ユウキ:うん。澪夢の場合は耐毒性能が異常だから。俺の場合はそういう種族だからなんだが。まぁ、この世界独特な病気って結構あったり。
ハルト:例えば?
ユウキ:魂を侵食する病気とか? 魂が不活性化するから、見た目は何ともないのに精神が衰弱していってしまいに死ぬ。
ハルト:ひえっ
ユウキ:もしかしたら、現実世界でもあったのかもしれないけど。この世界では割とメジャーな部類の病気だぞ? あ、まぁ……ハルト君にも関係ない病気だけどね……。

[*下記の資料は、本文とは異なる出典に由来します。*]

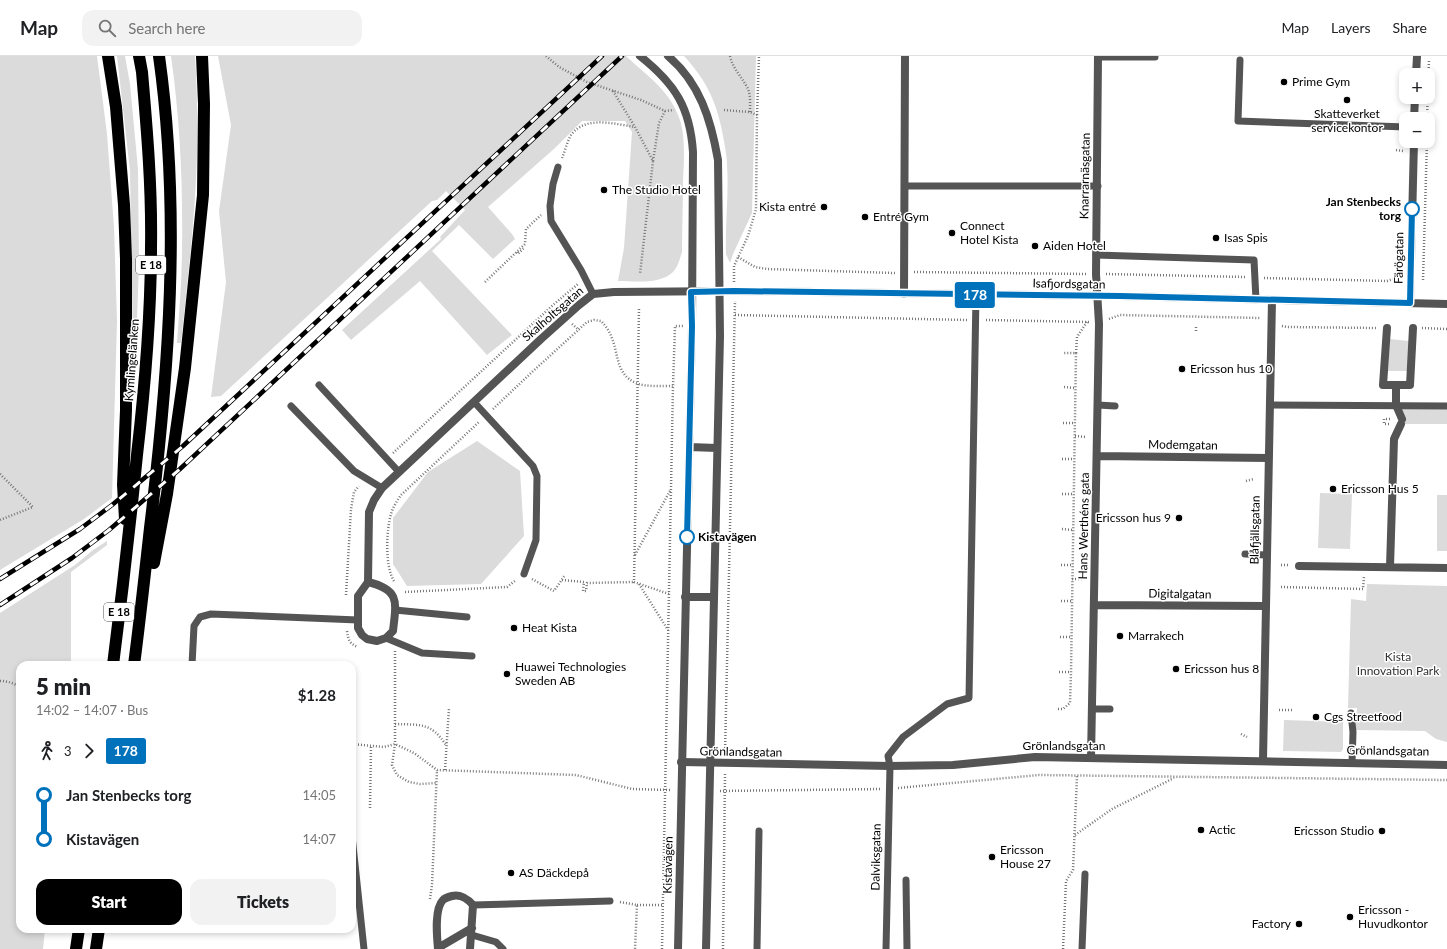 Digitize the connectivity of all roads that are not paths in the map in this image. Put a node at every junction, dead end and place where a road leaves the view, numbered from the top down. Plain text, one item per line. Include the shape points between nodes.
1 (108, 56) edge
2 (139, 56) edge
3 (159, 56) edge
4 (202, 56) edge
5 (640, 56) edge
6 (668, 56) edge
7 (905, 56) edge
8 (1417, 56) edge
9 (1098, 57) edge
10 (1155, 57) edge
11 (1240, 60) dead end
12 (1416, 68) edge
13 (1399, 126) edge
14 (1414, 148) edge
15 (558, 167) road end
16 (905, 186) junction
17 (1098, 186) junction
18 (1096, 255) junction
19 (691, 292) junction
20 (719, 292) junction
21 (593, 294) junction
22 (904, 294) junction
23 (976, 295) junction
24 (1097, 296) junction
25 (1256, 300) junction
26 (1272, 300) junction
27 (1410, 303) junction
28 (1447, 304) edge
29 (1387, 328) road end
30 (1413, 328) road end
31 (319, 385) dead end
32 (1396, 385) junction
33 (474, 402) junction
34 (1098, 405) junction
35 (1270, 405) junction
36 (1396, 405) junction
37 (291, 406) dead end
38 (1115, 406) dead end
39 (1447, 406) edge
40 (689, 447) junction
41 (717, 448) junction
42 (1097, 456) junction
43 (1268, 458) junction
44 (399, 472) junction
45 (382, 488) junction
46 (127, 528) junction
47 (1245, 554) dead end
48 (1266, 555) junction
49 (1299, 566) dead end
50 (1390, 567) junction
51 (1447, 568) edge
52 (524, 574) road end
53 (368, 582) junction
54 (685, 597) junction
55 (714, 597) junction
56 (1094, 605) junction
57 (1266, 606) junction
58 (395, 610) junction
59 (467, 617) dead end
60 (358, 620) junction
61 (386, 638) junction
62 (472, 656) dead end
63 (135, 659) edge
64 (113, 661) edge
65 (192, 661) edge
66 (1092, 709) junction
67 (1110, 710) dead end
68 (1351, 713) dead end
69 (1091, 758) junction
70 (1263, 760) junction
71 (682, 762) junction
72 (1352, 762) junction
73 (710, 763) junction
74 (1447, 764) edge
75 (890, 766) junction
76 (758, 831) dead end
77 (356, 874) edge
78 (1084, 874) dead end
79 (906, 880) dead end
80 (610, 901) road end
81 (473, 905) junction
82 (472, 932) junction
83 (78, 933) edge
84 (98, 933) edge
85 (76, 949) edge
86 (96, 949) edge
87 (364, 949) edge
88 (438, 949) edge
89 (470, 949) edge
90 (503, 949) edge
91 (678, 949) edge
92 (706, 949) edge
93 (757, 949) edge
94 (886, 949) edge
95 (907, 949) edge
96 (1082, 949) edge

1 - 46 highway via 116,107 124,205 126,410 123,485
2 - 46 highway, Kymlingelänken / E 18 via 149,165 152,247 146,378
3 - 63 highway, E 18 via 171,188 170,316 159,453
4 - 63 highway via 203,195 185,368 167,494
5 - 19 street, Kistavägen via 658,71 681,100 692,134
6 - 20 street via 692,81 701,97 714,139 718,160
7 - 16 street
8 - 12 street
9 - 10 lane
9 - 17 street, Knarrarnäsgatan
11 - 13 lane via 1238,121
14 - 27 street, Färögatan
15 - 21 lane via 550,206 551,221
16 - 17 lane
16 - 22 street
17 - 18 street, Knarrarnäsgatan
18 - 24 street, Knarrarnäsgatan
18 - 25 lane via 1254,260
19 - 20 street, Isafjordsgatan
19 - 21 street, Skalholtsgatan
19 - 40 street, Kistavägen
20 - 22 street, Isafjordsgatan
20 - 41 street
21 - 33 street, Skalholtsgatan
22 - 23 street, Isafjordsgatan
23 - 24 street, Isafjordsgatan
23 - 75 lane, Dalviksgatan via 969,698 947,704 903,737 888,756
24 - 25 street, Isafjordsgatan
24 - 34 street, Hans Werthéns gata
25 - 26 street, Isafjordsgatan
26 - 27 street, Isafjordsgatan
26 - 35 street, Blåfjällsgatan
27 - 28 street, Isafjordsgatan
29 - 32 street via 1383,385
30 - 32 street via 1410,385
31 - 44 lane
32 - 36 street
33 - 44 street, Skalholtsgatan
33 - 52 lane via 533,466 537,476 536,540
34 - 38 lane
34 - 42 street, Hans Werthéns gata
35 - 36 lane
35 - 43 street, Blåfjällsgatan
36 - 39 lane
36 - 50 street via 1402,422 1394,439
37 - 45 lane via 354,471
40 - 41 street
40 - 54 street, Kistavägen
41 - 55 street
42 - 43 street, Modemgatan
42 - 56 street, Hans Werthéns gata
43 - 48 street, Blåfjällsgatan
44 - 45 street, Skalholtsgatan
45 - 53 street, Skalholtsgatan via 369,512
46 - 64 highway, E 18 via 126,559
47 - 48 lane
48 - 57 street, Blåfjällsgatan
49 - 50 street
50 - 51 street
53 - 58 street via 382,585 390,591 395,598
53 - 60 street, Skalholtsgatan via 358,596
54 - 55 street
54 - 71 street, Kistavägen
55 - 73 street
56 - 57 street, Digitalgatan
56 - 66 street, Hans Werthéns gata
57 - 70 street, Blåfjällsgatan
58 - 59 lane
58 - 61 street via 393,632
60 - 61 street, Skalholtsgatan via 358,628 367,639 377,641
60 - 65 lane via 211,614 200,617 194,626
61 - 62 lane via 422,653
66 - 67 lane
66 - 69 street, Hans Werthéns gata
68 - 72 lane
69 - 70 street, Grönlandsgatan
69 - 75 street, Grönlandsgatan via 1035,757 953,765
70 - 72 street, Grönlandsgatan
71 - 73 street, Grönlandsgatan
71 - 91 street, Kistavägen
72 - 74 street, Grönlandsgatan
73 - 75 street, Grönlandsgatan
73 - 92 street
75 - 94 lane, Dalviksgatan
76 - 93 lane
77 - 87 lane
78 - 96 lane
79 - 95 lane
80 - 81 lane
81 - 82 street
81 - 88 street via 469,900 455,895 442,901 436,930
82 - 88 street
82 - 89 street
82 - 90 lane via 496,942
83 - 85 highway
84 - 86 highway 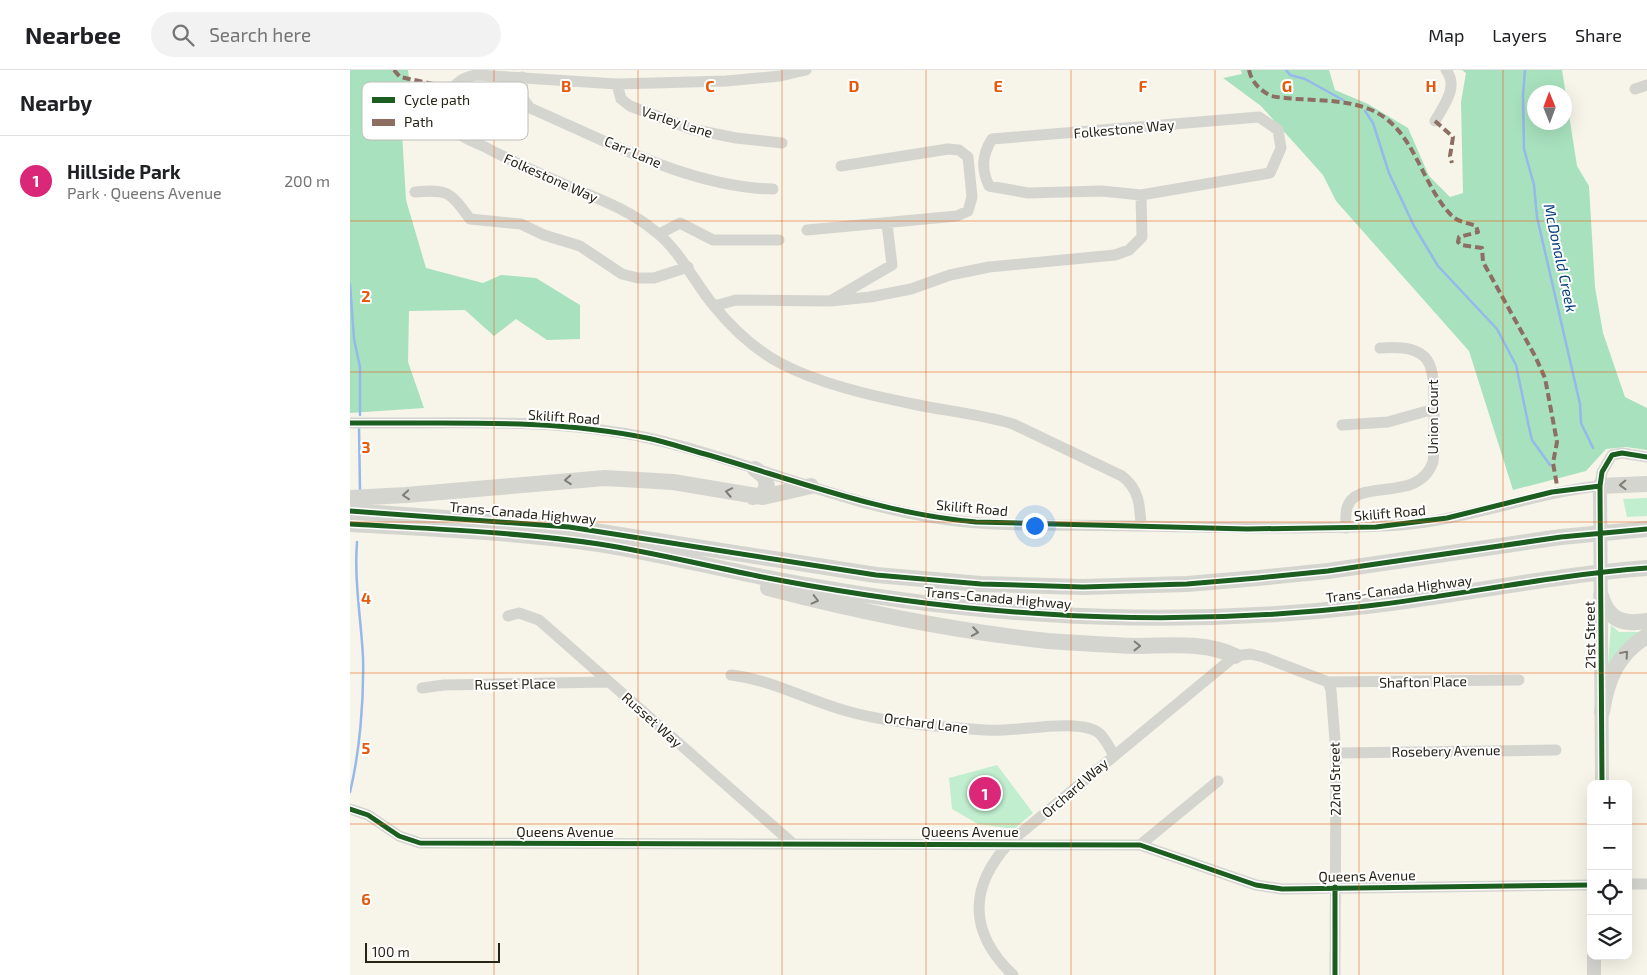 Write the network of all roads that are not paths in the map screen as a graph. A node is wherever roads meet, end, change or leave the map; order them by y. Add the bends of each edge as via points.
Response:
1 (806, 70) edge
2 (1446, 70) edge
3 (522, 77) junction
4 (460, 82) edge
5 (522, 82) edge
6 (617, 84) junction
7 (1647, 85) edge
8 (1635, 89) dead end
9 (528, 105) edge
10 (1435, 121) dead end
11 (471, 140) edge
12 (782, 144) dead end
13 (841, 166) dead end
14 (773, 189) dead end
15 (415, 192) dead end
16 (1141, 195) junction
17 (887, 224) junction
18 (807, 230) dead end
19 (659, 234) junction
20 (779, 240) dead end
21 (688, 267) junction
22 (831, 301) junction
23 (714, 306) junction
24 (1380, 348) dead end
25 (1434, 409) junction
26 (350, 423) edge
27 (1342, 425) dead end
28 (1647, 457) edge
29 (756, 469) junction
30 (1647, 484) edge
31 (812, 486) junction
32 (1600, 486) junction
33 (753, 497) junction
34 (350, 498) edge
35 (350, 511) edge
36 (350, 524) edge
37 (1141, 526) junction
38 (1346, 528) junction
39 (1642, 529) edge
40 (634, 550) junction
41 (1647, 568) edge
42 (1600, 596) junction
43 (508, 616) dead end
44 (1647, 621) edge
45 (1647, 636) edge
46 (1236, 656) junction
47 (731, 675) dead end
48 (1519, 680) dead end
49 (609, 682) junction
50 (1328, 682) junction
51 (422, 688) dead end
52 (1602, 712) junction
53 (1556, 750) dead end
54 (1336, 753) junction
55 (1114, 755) junction
56 (1602, 780) edge
57 (1218, 782) dead end
58 (350, 809) edge
59 (790, 842) junction
60 (1009, 844) junction
61 (1140, 845) junction
62 (1587, 884) edge
63 (1632, 884) edge
64 (1647, 884) edge
65 (1335, 887) junction
66 (1594, 960) edge
67 (1013, 975) edge
68 (1335, 975) edge
69 (1594, 975) edge

1 - 6 street, Folkestone Way via 726,81
2 - 10 street via 1452,80 1451,90
3 - 4 street, Folkestone Way via 467,76
3 - 5 street, Carr Lane
3 - 6 street, Folkestone Way
6 - 12 street, Varley Lane via 621,99 630,106 691,129
7 - 8 street
9 - 14 street, Carr Lane via 673,169 714,182
11 - 19 street, Folkestone Way via 618,208
13 - 17 street via 948,149 959,150 968,156 972,196 968,211 958,216
15 - 21 street via 438,190 453,196 470,219 521,224 580,246 622,274 654,278
16 - 16 street, Folkestone Way via 1102,191 1028,193 989,186 984,174 984,152 992,140 1259,117 1278,130 1282,148 1270,173
16 - 22 street via 1142,238 1130,250 1115,255 989,267 870,297
17 - 18 street
17 - 22 street via 892,265
19 - 20 street via 680,223 713,240
19 - 21 street, Folkestone Way
21 - 23 street, Folkestone Way
22 - 23 street via 736,300
23 - 37 street, Folkestone Way via 763,353 810,376 912,404 1013,424 1122,476 1131,482 1137,493
24 - 25 street, Union Court via 1407,348 1427,360 1434,376
25 - 27 street via 1388,422
25 - 38 street, Union Court via 1434,456 1428,473 1415,484 1366,492 1356,497 1346,509
26 - 29 street, Skilift Road via 502,424 602,430 649,439
28 - 32 street via 1622,453 1612,456 1602,472
29 - 31 street, Skilift Road
29 - 33 highway via 765,477 767,487 762,495
30 -> 32 highway
31 - 33 highway via 776,496
31 - 37 street, Skilift Road via 941,519
32 - 38 street, Skilift Road via 1552,492 1428,522
32 - 42 main road, 21st Street
33 -> 34 highway via 673,482 629,478
35 - 39 highway, Trans-Canada Highway via 569,527 876,575 1049,586 1126,586 1258,578
36 - 40 highway, Trans-Canada Highway via 532,536
37 - 38 street, Skilift Road
40 - 41 highway, Trans-Canada Highway via 874,596 970,608 1091,616 1223,616 1332,609
40 -> 46 highway via 826,603 941,626 1086,644 1203,646
42 - 44 highway via 1606,610 1619,621
42 - 52 main road, 21st Street
43 - 49 street, Russet Way via 519,613 539,620
52 -> 45 highway via 1618,662 1635,643
46 - 50 street via 1250,654 1263,657
46 - 55 street, Orchard Way
47 - 55 street, Orchard Lane via 754,678 855,713 924,725 995,731 1081,726 1099,733
48 - 50 street, Shafton Place
49 - 51 street, Russet Place
49 - 59 street, Russet Way
50 - 54 street, 22nd Street
52 - 56 main road, 21st Street
53 - 54 street, Rosebery Avenue
54 - 65 street, 22nd Street
55 - 60 street, Orchard Way
57 - 61 street
58 - 59 street, Queens Avenue via 368,815 399,836 420,843
59 - 60 street, Queens Avenue
60 - 61 street, Queens Avenue
60 - 67 street, Orchard Way via 996,858 978,903 985,940 991,952
61 - 65 street, Queens Avenue via 1256,885 1282,889
62 - 65 street, Queens Avenue
63 - 64 street
65 - 68 street, 22nd Street
66 - 69 main road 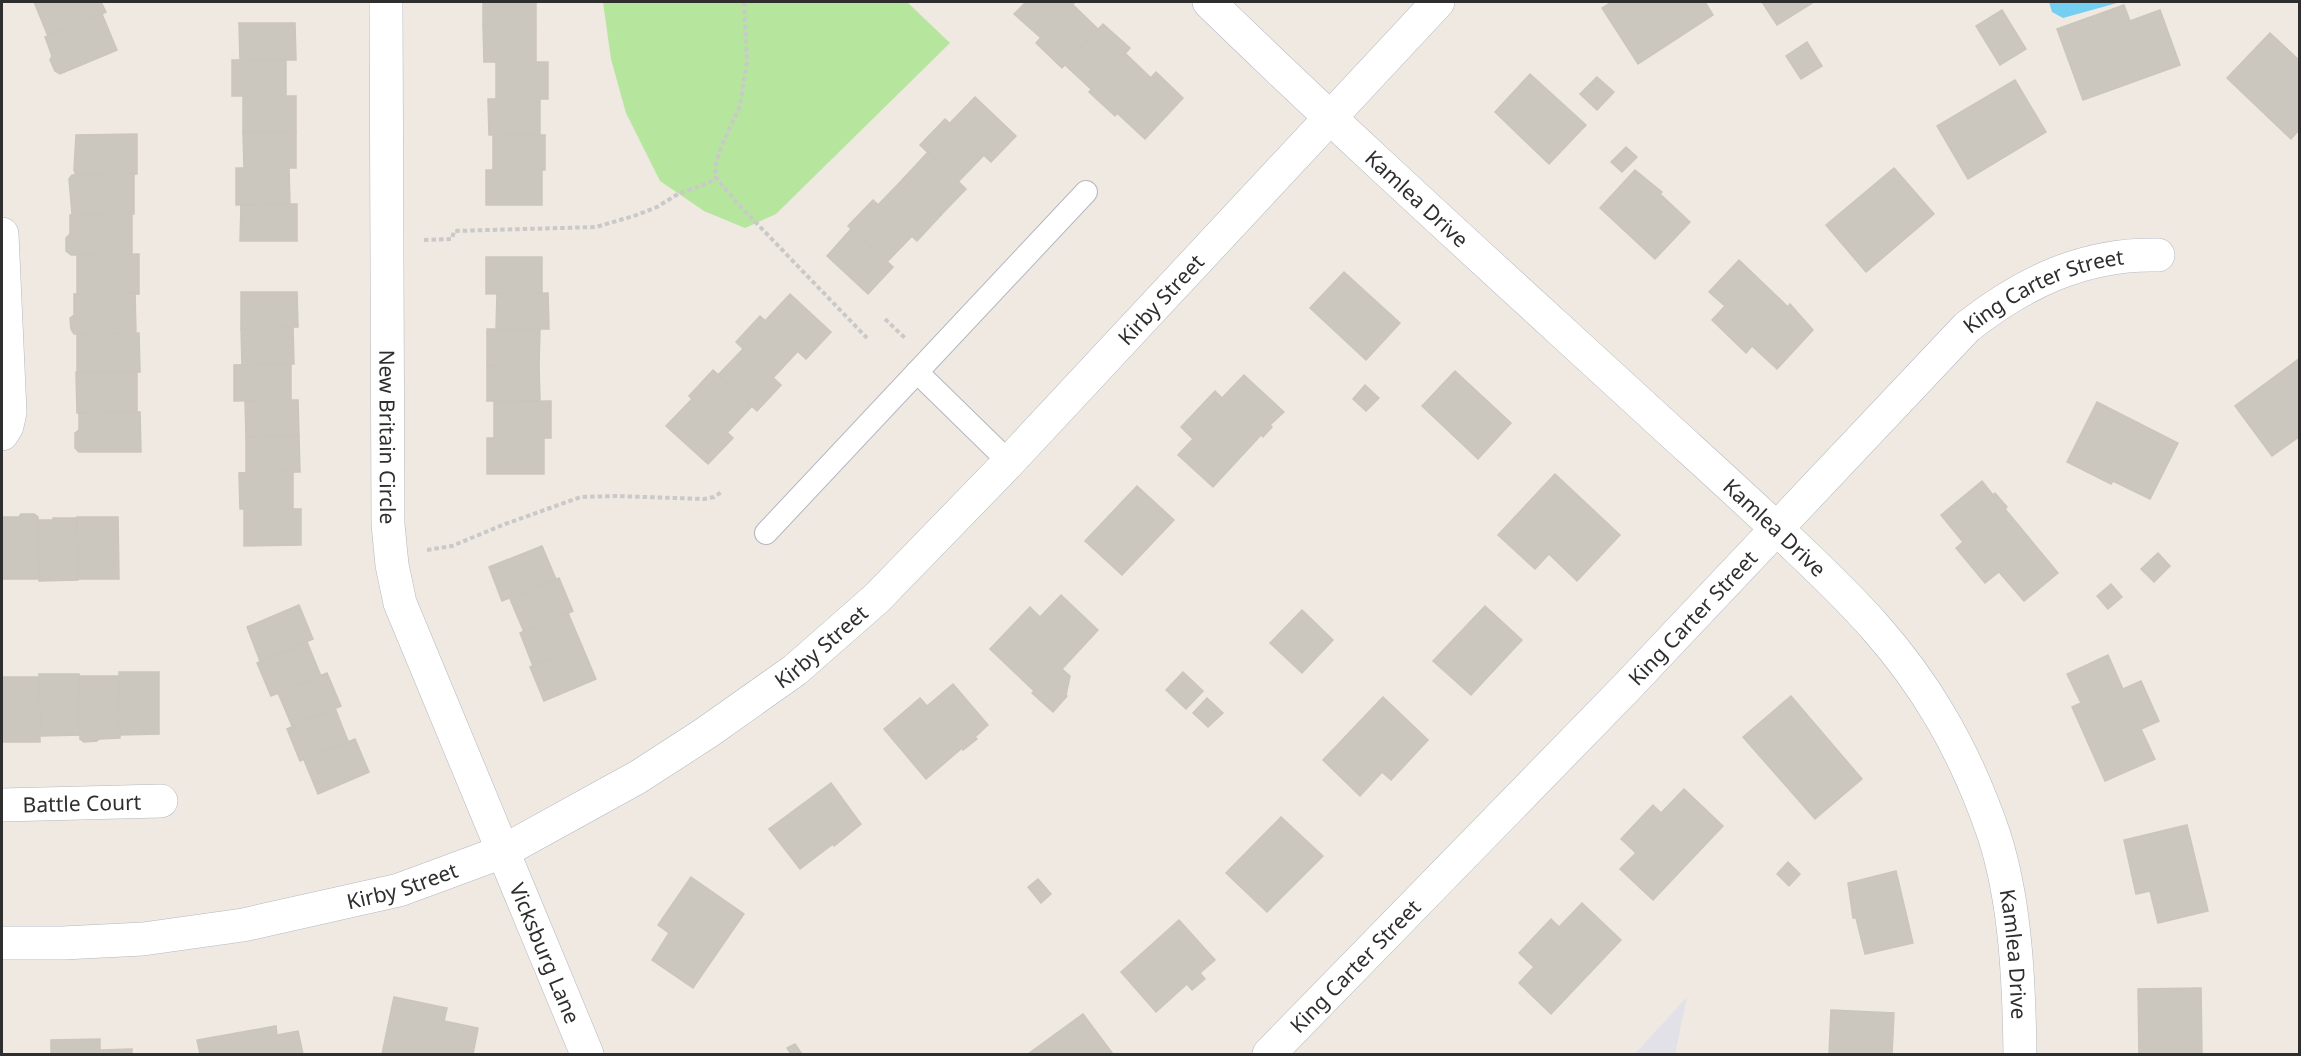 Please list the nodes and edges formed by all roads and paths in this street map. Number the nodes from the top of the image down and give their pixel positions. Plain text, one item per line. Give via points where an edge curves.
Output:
1 (386, 2) edge
2 (744, 2) edge
3 (1209, 2) edge
4 (1438, 2) edge
5 (1330, 119) junction
6 (716, 178) junction
7 (1086, 192) dead end
8 (454, 231) dead end
9 (2, 234) edge
10 (2158, 255) dead end
11 (867, 338) dead end
12 (917, 372) junction
13 (2, 434) edge
14 (1009, 462) junction
15 (723, 491) dead end
16 (1777, 529) junction
17 (766, 533) dead end
18 (452, 546) dead end
19 (161, 801) dead end
20 (2, 805) edge
21 (502, 852) junction
22 (2, 944) edge
23 (587, 1054) edge
24 (1269, 1054) edge
25 (2020, 1054) edge

1 - 21 street, New Britain Circle via 388,512 392,565 400,603
2 - 6 path via 747,62 740,106 721,147
3 - 5 street
4 - 5 street, Kirby Street
5 - 14 street, Kirby Street
5 - 16 street, Kamlea Drive
6 - 8 path via 657,207 596,227
6 - 11 path
7 - 12 lane
9 - 13 street via 10,412
10 - 16 street, King Carter Street via 2088,262 2041,278 1998,303 1967,327
12 - 14 lane
12 - 17 lane
14 - 21 street, Kirby Street via 877,598 795,670 638,777
15 - 18 path via 704,499 580,497
16 - 24 street, King Carter Street
16 - 25 street, Kamlea Drive via 1858,606 1897,652 1939,714 1967,768 1994,837 2009,903 2019,986
19 - 20 street, Battle Court
21 - 22 street, Kirby Street via 399,890 243,925 143,939
21 - 23 street, Vicksburg Lane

ハルト:状況適応と不老不死がまじ有能過ぎてありがたすぎる。
ユウキ:そんな不老不死にしかかからない病気とかもあるけどね。
ハルト:……そ、マ?
ユウキ:なんて言ったかなぁ……花零病とか言ったかな。体のいたるところから蕾が生えてきて、花が咲いて散るころには死ぬって病気。原因不明。症例も数件しかない。そもそも、不老不死が少ないからだけど。
ハルト:こええ……
ユウキ:めっちゃ綺麗だぞ。透き通った花の蕾がな、いたるところから生えてなぁ……全身覆っていくんだよ。あー……ツタ植物の……クレマチスとか、クライミングローズとか、プルンバゴとか、人によって咲く花が違うんだよ。ツタ植物じゃないケースもあったかな。
ハルト:詳しいですね……
ユウキ:長生きしてると遭遇することもままある病気だしな。
ハルト:かかりたくねーなぁ、その病。
ユウキ:花関係だと、花吐き病もあるな。花びらとかを口から吐くやつ。実際の花を吐いてるわけじゃなくて、魔力が結晶化したものを吐いてるんだが。
ハルト:メルヘンなのか何なのか……
ユウキ:ついでにめちゃくちゃ痛い。
ハルト:まじかー……
ユウキ:花が精製されるときも痛いし、吐くときも痛い。魔術師的になりたくない病気ナンバーワン。でもなりやすい病気ナンバーワン。
ハルト:……ついでに治療法は?
ユウキ:魔力障害って、基本的に体内の魔力の流れがおかしくなるからなるんでな。その流れを整えてやれば治る。大体は服薬だけど、こう、外から魔力を当てたりして治す場合もある。あと、軽度だとマッサージすると治ることもある。
ハルト:まじかよ。
ユウキ:や、肩こりで魔力障害起こすことあるからねー! 血行良くすると魔力の流れもよくなることもあってなぁ。人体の不思議だよなー!
ハルト:人体不思議だな……。
ユウキ:まぁ、花を吐いてる時点で重傷だから。呪医に見てもらうのをお勧めする。